Wenn man einen Infostand in der Innenstadt machen muß, dann kommt garantiert jede Knalltüte, die in der Stadt oder in den Außenbezirken wohnt, an genau diesem Tag vorbeigelatscht und sabbelt einem das Ohr ab. Selbst Frau Holtenbrink, meine frühere Nachbarin, blieb wie angenagelt bei mir stehen - "Wie sehn Sie denn aus - oder warn Sie beim Frisör?" - und versah mich mit Kommentaren zu Gott und der Welt und zum Tode Lady Dis: "Schade isses ja, aber so nobel gibt nich jeder 'n Löffel ab. Mercedes 600!"

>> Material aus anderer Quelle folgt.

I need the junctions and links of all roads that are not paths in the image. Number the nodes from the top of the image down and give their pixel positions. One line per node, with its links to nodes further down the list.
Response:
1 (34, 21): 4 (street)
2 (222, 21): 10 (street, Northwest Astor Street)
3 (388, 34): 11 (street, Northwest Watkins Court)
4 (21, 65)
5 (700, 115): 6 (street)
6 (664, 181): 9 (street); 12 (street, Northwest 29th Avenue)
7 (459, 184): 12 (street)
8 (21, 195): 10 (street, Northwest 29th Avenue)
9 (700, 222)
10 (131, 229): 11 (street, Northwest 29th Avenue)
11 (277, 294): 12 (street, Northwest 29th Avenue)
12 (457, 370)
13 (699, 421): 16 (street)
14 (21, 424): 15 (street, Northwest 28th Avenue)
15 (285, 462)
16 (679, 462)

Der Sohn von Frau Holtenbrink hatte besagten Löffel bereits vor einem oder zwei Jahren abgegeben, als er mit dem alten und dazu noch von einem Kumpel "ausgeliehenen", was ein Euphemismus für "geklaut" ist, also mit einem alten Opel Ascona "verkehrtrum" (Originalton Frau H.) in den Elbtunnel hineingefahren war. Die Versicherung hatte nichts gezahlt, weil Dieters Führerschein verschütt gegangen - also auf irgendeiner Polizeiwache schon vorher in Gewahrsam genommen worden war. Jetzt hat Frau Holtenbrink die Kinder, weil ihre Schwiegertochter ebenfalls verschütt gegangen ist und zwar mit einem Anwaltsgehilfen, "an dem ja patuh nix dran ist", wie Frau Holtenbrink damals mehrfach betonte. Nun ja, das kann man nie genau wissen; man steckt ja nicht drin.

Als ich sie endlich abgewimmelt hatte, kam gleich die nächste. Die war auch nicht mehr jung und ziemlich blond und aufgeregt: Sie war mit Elisabeth zur Schule gegangen, und als sie das Abitur machten, ging Elisabeth ja schon mit Jürgen. Jürgen und sein bester Freund Horst holten sie immer zum Tanzen ab, und dann hat sie Jürgen geheiratet. "Und ist immer noch mit dem verheiratet! Alleine, wie der aussieht!" Das konnte ich bestätigen, ich kenne Jürgen nämlich. Und Horst leider auch. "Und wie Horst aufgestiegen ist, da hat er Jürgen nicht mitgenommen, jetzt hat der immer Schaum vorm Mund." Horst ist ein bekannter Politiker, deshalb habe ich die Namen geändert, sonst kriege ich womöglich noch eine Klage an den Hals. Die kriegte ich sowieso beinahe, weil noch ein Polizist kam und meine Standgenehmigung sehen wollte. Die hatte ich sogar dabei, aber er hielt sie seitenverkehrt und behauptete erst mal, daß ich von Rechts wegen auf der anderen Straßenseite stehen müßte. Danach schauten noch die üblichen Männer vorbei, die es auch an den Augen hatten: "Na, so allein, junge Frau?"

Beim Abbauen des Standes hätte ich alle diese Leute gut gebrauchen können.